> **Goal of the exercise**: Go through the data below and copy each line that includes "roads".

Data excerpts
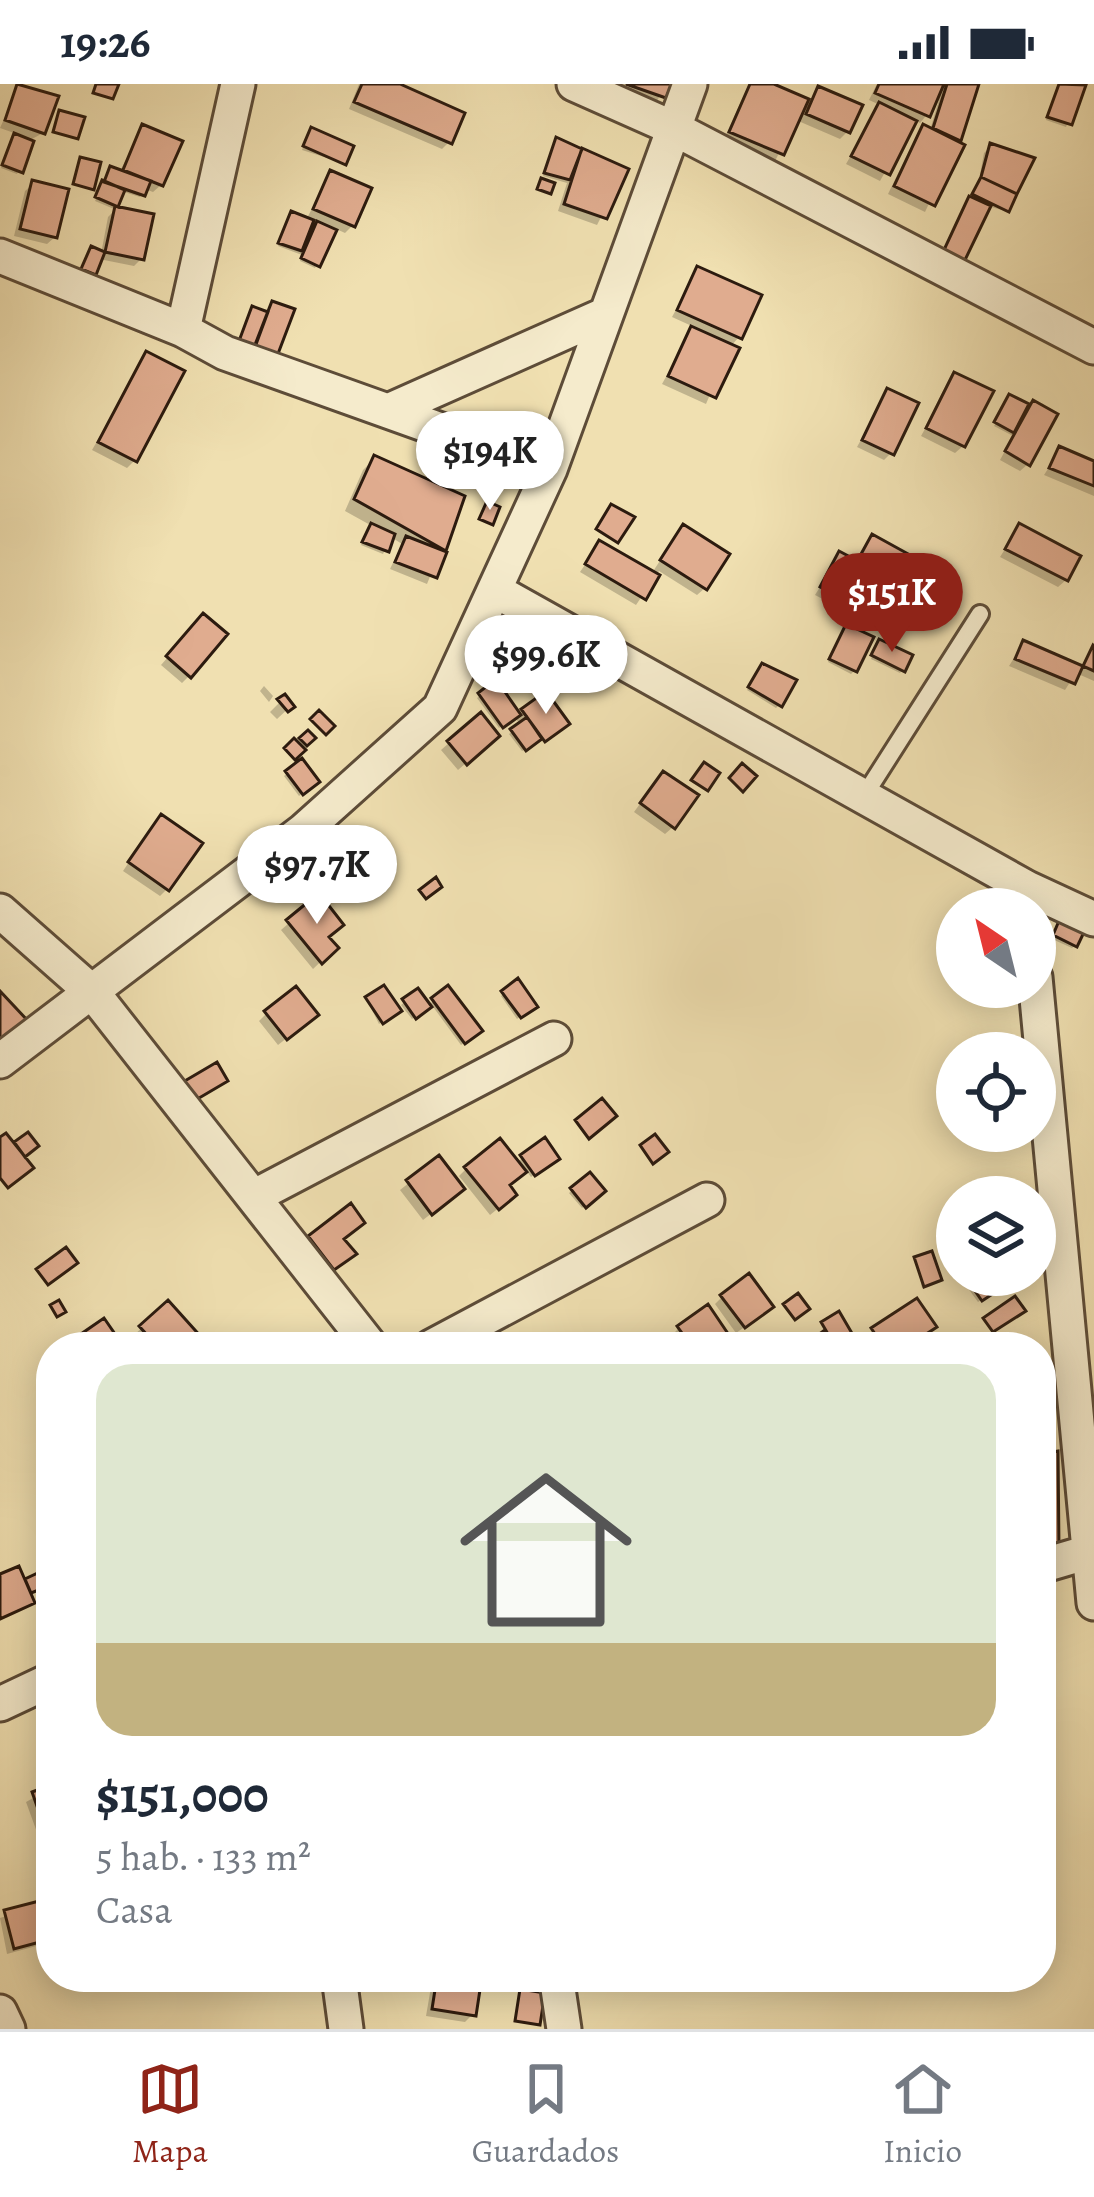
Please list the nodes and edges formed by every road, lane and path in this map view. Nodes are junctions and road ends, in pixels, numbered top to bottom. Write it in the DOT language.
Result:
graph roads {
  1 [pos="238,84"];
  2 [pos="574,84"];
  3 [pos="690,84"];
  4 [pos="673,128"];
  5 [pos="0,256"];
  6 [pos="605,314"];
  7 [pos="184,329"];
  8 [pos="1094,347"];
  9 [pos="388,411"];
  10 [pos="550,469"];
  11 [pos="496,591"];
  12 [pos="980,614"];
  13 [pos="864,796"];
  14 [pos="1012,888"];
  15 [pos="1056,907"];
  16 [pos="0,911"];
  17 [pos="1094,920"];
  18 [pos="93,993"];
  19 [pos="1039,1008"];
  20 [pos="554,1039"];
  21 [pos="0,1061"];
  22 [pos="255,1196"];
  23 [pos="706,1200"];
  24 [pos="1080,1323"];
  25 [pos="359,1332"];
  26 [pos="458,1332"];
  27 [pos="1085,1553"];
  28 [pos="1056,1562"];
  29 [pos="1094,1603"];
  30 [pos="36,1687"];
  31 [pos="0,1705"];
  32 [pos="341,1992"];
  33 [pos="558,1992"];
  34 [pos="0,2012"];
  35 [pos="8,2029"];
  36 [pos="346,2029"];
  37 [pos="564,2029"];
  1 -- 7 [label="street"];
  2 -- 4 [label="street"];
  3 -- 4 [label="street"];
  4 -- 6 [label="street"];
  4 -- 8 [label="street"];
  5 -- 7 [label="street"];
  6 -- 9 [label="street"];
  6 -- 10 [label="street"];
  7 -- 9 [label="street"];
  9 -- 10 [label="street"];
  10 -- 11 [label="street"];
  11 -- 13 [label="street"];
  11 -- 18 [label="street"];
  12 -- 13 [label="lane"];
  13 -- 14 [label="street"];
  15 -- 17 [label="street"];
  16 -- 18 [label="street"];
  18 -- 21 [label="street"];
  18 -- 22 [label="street"];
  19 -- 24 [label="street"];
  20 -- 22 [label="street"];
  22 -- 25 [label="street"];
  23 -- 26 [label="street"];
  24 -- 27 [label="street"];
  27 -- 28 [label="street"];
  27 -- 29 [label="street"];
  30 -- 31 [label="street"];
  32 -- 36 [label="street"];
  33 -- 37 [label="street"];
  34 -- 35 [label="street"];
}
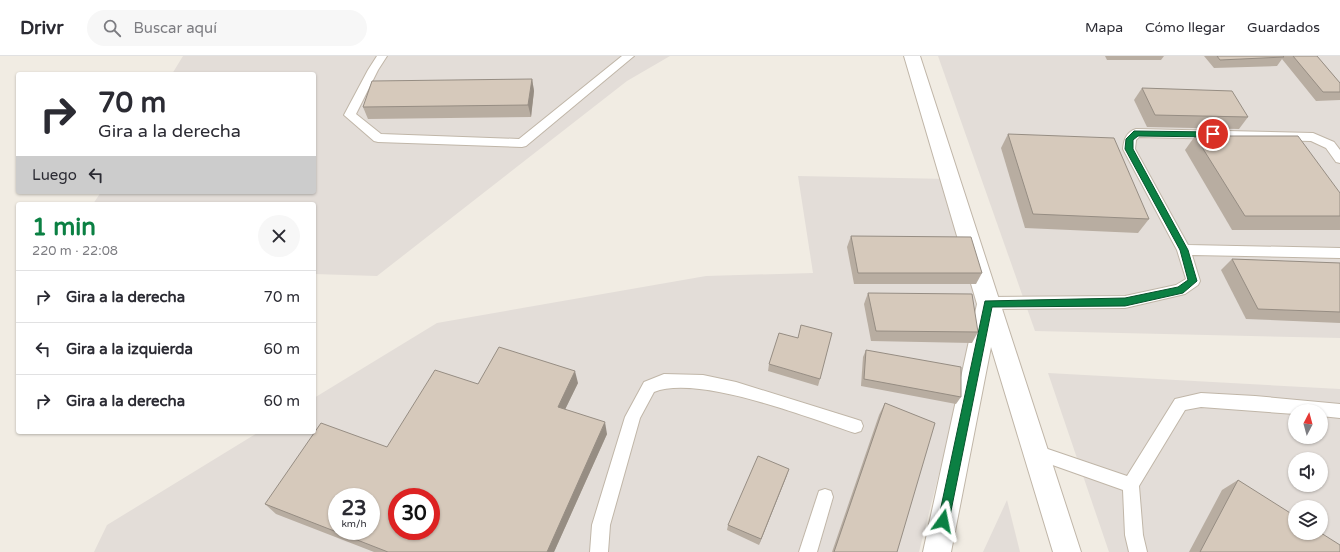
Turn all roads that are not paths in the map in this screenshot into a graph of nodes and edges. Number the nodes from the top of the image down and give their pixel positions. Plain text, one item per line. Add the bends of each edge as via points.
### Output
1 (382, 56) edge
2 (629, 56) edge
3 (912, 56) edge
4 (1340, 159) edge
5 (1184, 250) junction
6 (1340, 253) edge
7 (988, 303) junction
8 (1340, 411) edge
9 (855, 426) dead end
10 (1036, 452) junction
11 (1131, 485) junction
12 (824, 497) dead end
13 (599, 552) edge
14 (808, 552) edge
15 (937, 552) edge
16 (1068, 552) edge
17 (1138, 552) edge

1 - 2 lane via 350,116 378,138 522,143
3 - 7 street
4 - 5 lane via 1330,145 1312,137 1136,133 1130,139 1129,149
5 - 6 lane
5 - 7 lane via 1193,281 1180,290 1125,302
7 - 10 street
7 - 15 street
8 - 11 lane via 1201,400 1180,404
9 - 13 lane via 736,389 703,382 664,380 649,387 633,417 601,525
10 - 11 lane
10 - 16 street
11 - 17 lane via 1134,535
12 - 14 lane

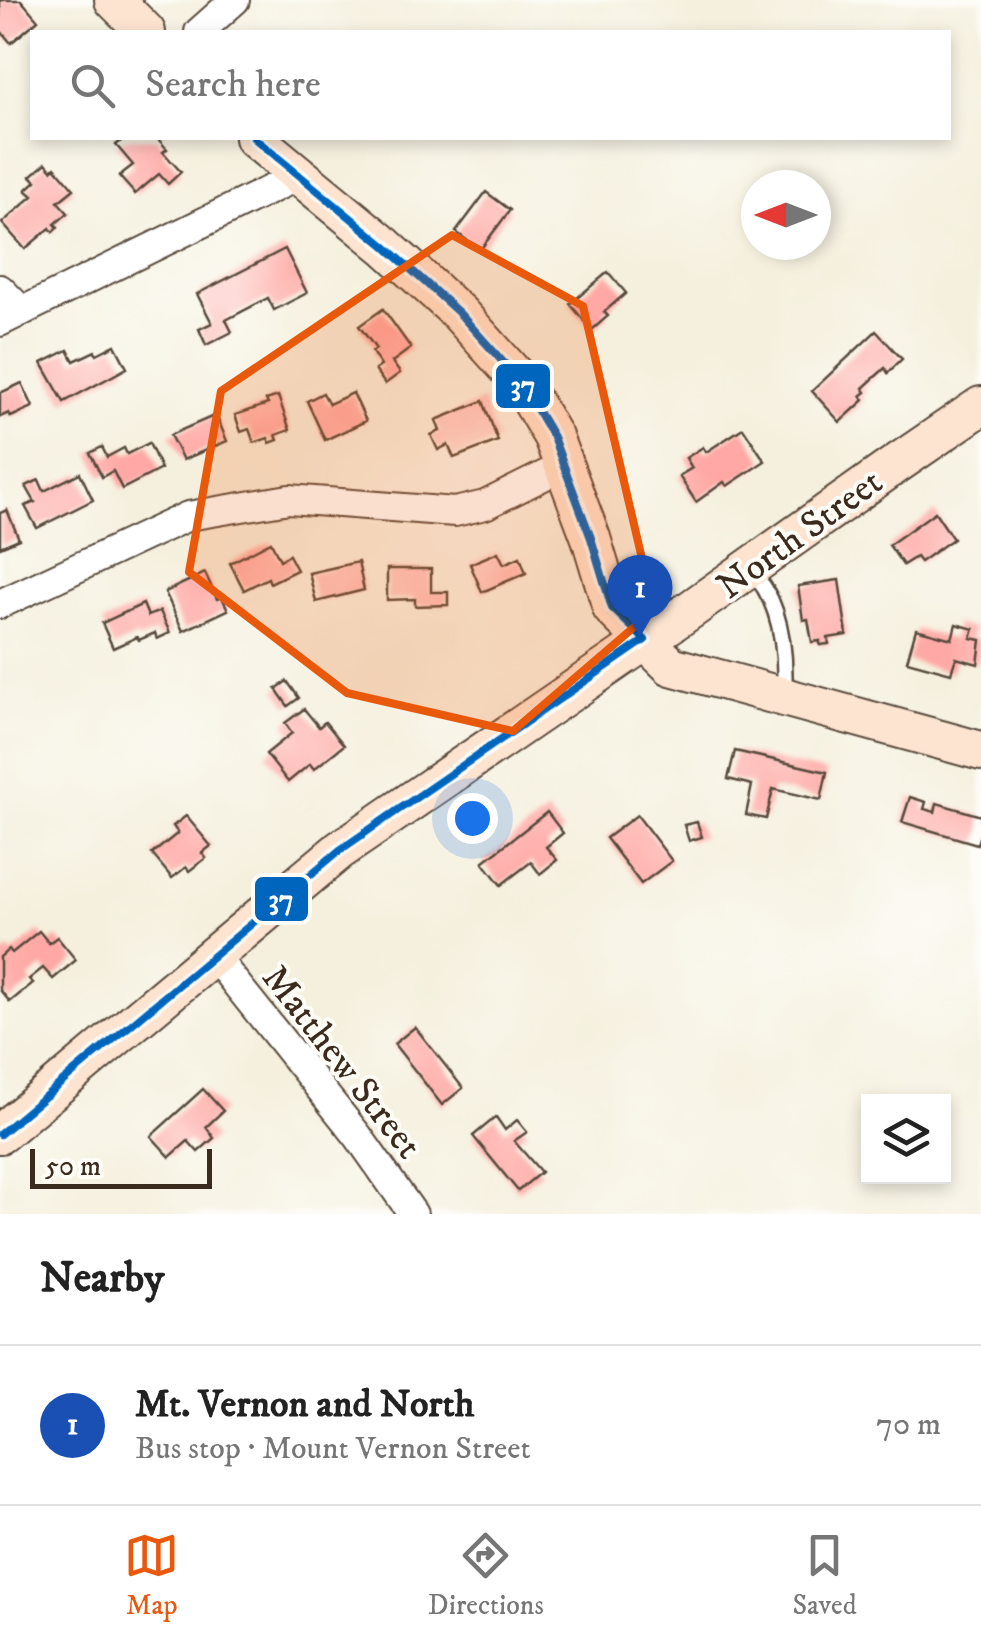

> **Answer section**:
graph roads {
Turn all roads that are not paths in the map in this screenshot into a graph of nodes and edges. Number the nodes from the top of the image down and give their pixel positions. Plain text, one item per line. Add the bends of each edge as via points.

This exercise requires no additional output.